» RECORDS SUPPLIED
◇ ◇ ◇ ◇ ◇
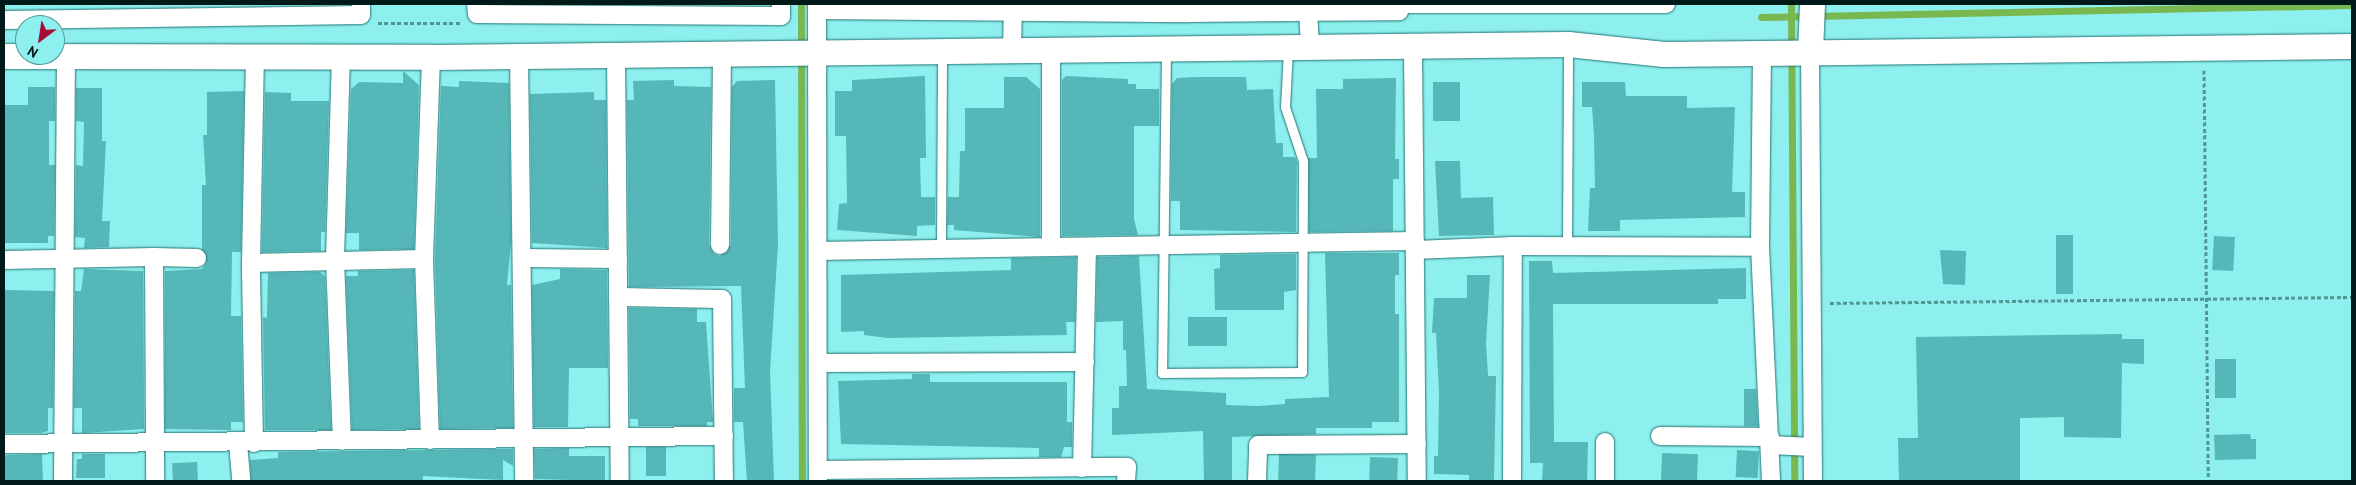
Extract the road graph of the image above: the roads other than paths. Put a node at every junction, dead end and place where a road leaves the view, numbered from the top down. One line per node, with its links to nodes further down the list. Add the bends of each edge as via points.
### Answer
1 (780, 4): 9 (street, via 780,16)
2 (1398, 4): 3 (street); 10 (street, via 1398,10)
3 (1591, 4): 4 (street)
4 (1666, 4)
5 (1812, 4): 14 (street)
6 (1014, 6): 7 (street); 8 (street); 19 (street)
7 (817, 7): 23 (street)
8 (1188, 8): 10 (street)
9 (476, 9)
10 (1308, 9): 17 (street)
11 (361, 10): 12 (street)
12 (4, 20)
13 (1568, 44): 16 (street); 24 (street, via 1663,54); 38 (lane)
14 (1809, 45): 15 (street); 24 (street); 68 (street, via 1812,304)
15 (2352, 46)
16 (1413, 47): 17 (street); 36 (street)
17 (1299, 48): 18 (street); 32 (lane, via 1284,107 1303,161)
18 (1166, 49): 20 (street); 34 (lane)
19 (1012, 51): 20 (street); 21 (street)
20 (1051, 51): 39 (street)
21 (942, 52): 23 (street); 41 (lane)
22 (722, 53): 23 (street); 25 (street); 33 (street)
23 (817, 53): 42 (street)
24 (1769, 53): 40 (street)
25 (616, 54): 27 (street); 48 (street)
26 (254, 55): 29 (street); 30 (street); 51 (street)
27 (520, 55): 31 (street); 45 (street)
28 (4, 56): 29 (street)
29 (66, 56): 46 (street)
30 (342, 56): 31 (street); 50 (street)
31 (431, 57): 47 (street)
32 (1304, 243): 34 (street); 34 (lane, via 1302,372 1162,373); 36 (street)
33 (720, 245)
34 (1164, 245): 35 (street)
35 (1087, 246): 39 (street); 53 (street)
36 (1415, 246): 37 (street); 67 (street)
37 (1512, 246): 38 (street); 80 (street)
38 (1568, 246): 40 (street)
39 (1051, 247): 41 (street)
40 (1760, 247): 64 (street)
41 (941, 249): 42 (street)
42 (818, 251): 54 (street)
43 (154, 257): 44 (street); 46 (street); 62 (street)
44 (197, 258)
45 (523, 258): 48 (street); 58 (street)
46 (64, 259): 49 (street); 66 (street)
47 (424, 259): 50 (street); 59 (street)
48 (618, 259): 52 (street)
49 (4, 260)
50 (335, 260): 51 (street); 60 (street)
51 (251, 263): 63 (street)
52 (618, 297): 55 (street, via 722,299); 57 (street)
53 (1085, 362): 54 (street); 69 (street)
54 (818, 363): 70 (street)
55 (724, 436): 57 (street); 76 (street)
56 (1660, 436): 64 (street)
57 (619, 438): 58 (street); 75 (street)
58 (524, 439): 59 (street); 74 (street)
59 (430, 440): 60 (street)
60 (342, 442): 63 (street)
61 (1605, 442): 81 (street)
62 (154, 443): 63 (street); 66 (street); 72 (street)
63 (246, 443): 73 (street)
64 (1772, 443): 68 (street); 82 (street)
65 (4, 444): 66 (street)
66 (63, 444): 71 (street)
67 (1417, 444): 78 (street, via 1258,445); 79 (street)
68 (1809, 447): 83 (street)
69 (1082, 468): 70 (street); 77 (street, via 1127,467)
70 (818, 476)
71 (63, 481)
72 (155, 481)
73 (241, 481)
74 (524, 481)
75 (620, 481)
76 (724, 481)
77 (1126, 481)
78 (1257, 481)
79 (1417, 481)
80 (1512, 481)
81 (1606, 481)
82 (1770, 481)
83 (1812, 481)

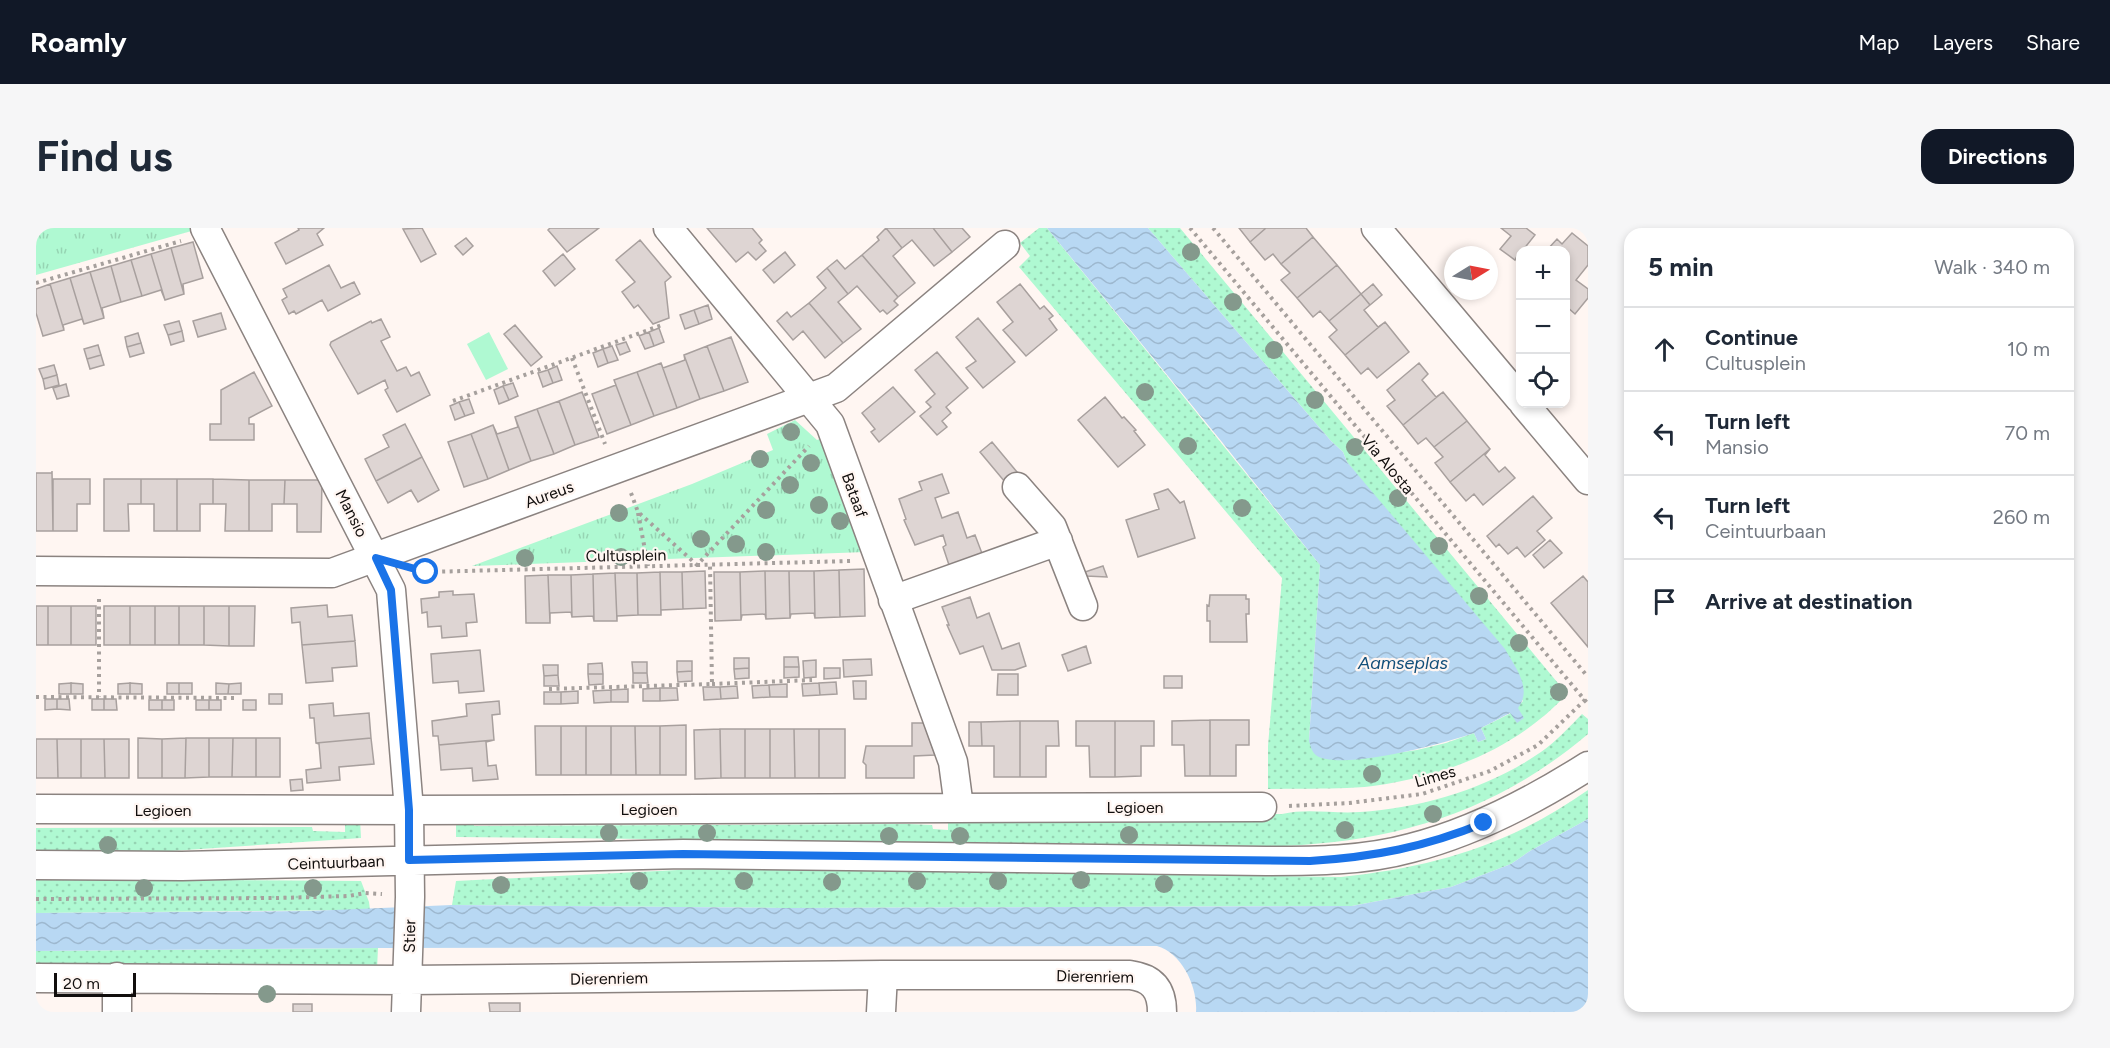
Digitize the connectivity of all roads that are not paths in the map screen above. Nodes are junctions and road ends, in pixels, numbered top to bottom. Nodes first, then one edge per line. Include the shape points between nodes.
1 (668, 228) edge
2 (1376, 228) edge
3 (207, 231) edge
4 (1005, 245) dead end
5 (1516, 393) edge
6 (809, 398) junction
7 (1527, 408) edge
8 (1588, 480) edge
9 (1017, 487) dead end
10 (1058, 541) junction
11 (376, 558) junction
12 (36, 571) edge
13 (893, 600) junction
14 (1083, 606) dead end
15 (1588, 766) edge
16 (959, 807) junction
17 (1262, 807) road end
18 (36, 809) edge
19 (409, 810) junction
20 (409, 860) junction
21 (36, 865) edge
22 (408, 968) junction
23 (883, 975) junction
24 (117, 977) junction
25 (36, 978) edge
26 (1162, 1010) edge
27 (117, 1012) edge
28 (406, 1012) edge
29 (881, 1012) edge

1 - 6 street, Bataaf
2 - 5 street
3 - 11 street, Mansio
4 - 6 street, Aureus via 836,388
6 - 11 street, Aureus
6 - 13 street, Bataaf via 830,424
7 - 8 street
9 - 10 street via 1052,527
10 - 13 street
10 - 14 street
11 - 12 street, Aureus via 332,573
11 - 19 street, Mansio via 391,590
13 - 16 street, Bataaf via 953,762
15 - 20 street, Ceintuurbaan via 1525,803 1450,837 1350,859 683,854
16 - 17 street, Legioen
16 - 19 street, Legioen
18 - 19 street, Legioen
19 - 20 street, Mansio
20 - 21 street, Ceintuurbaan
20 - 22 street, Stier
22 - 23 street, Dierenriem
22 - 24 street, Dierenriem
22 - 28 street, Stier
23 - 26 street, Dierenriem via 1130,975 1154,984
23 - 29 street
24 - 25 street, Dierenriem
24 - 27 street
◇ ◇ ◇ ◇ ◇
» TASK INSTRUCTIONS
The lines to return are those holding the string "nodes" anywhere in the listing above.

» ANSWER SECTION
Extract the road graph of the image above: the roads other than paths. Put a node at every junction, dead end and place where a road leaves the view, numbered from the top down. One line per node, with its links to nodes further down the list. Add the bends of each edge as via points.
Digitize the connectivity of all roads that are not paths in the map screen above. Nodes are junctions and road ends, in pixels, numbered top to bottom. Nodes first, then one edge per line. Include the shape points between nodes.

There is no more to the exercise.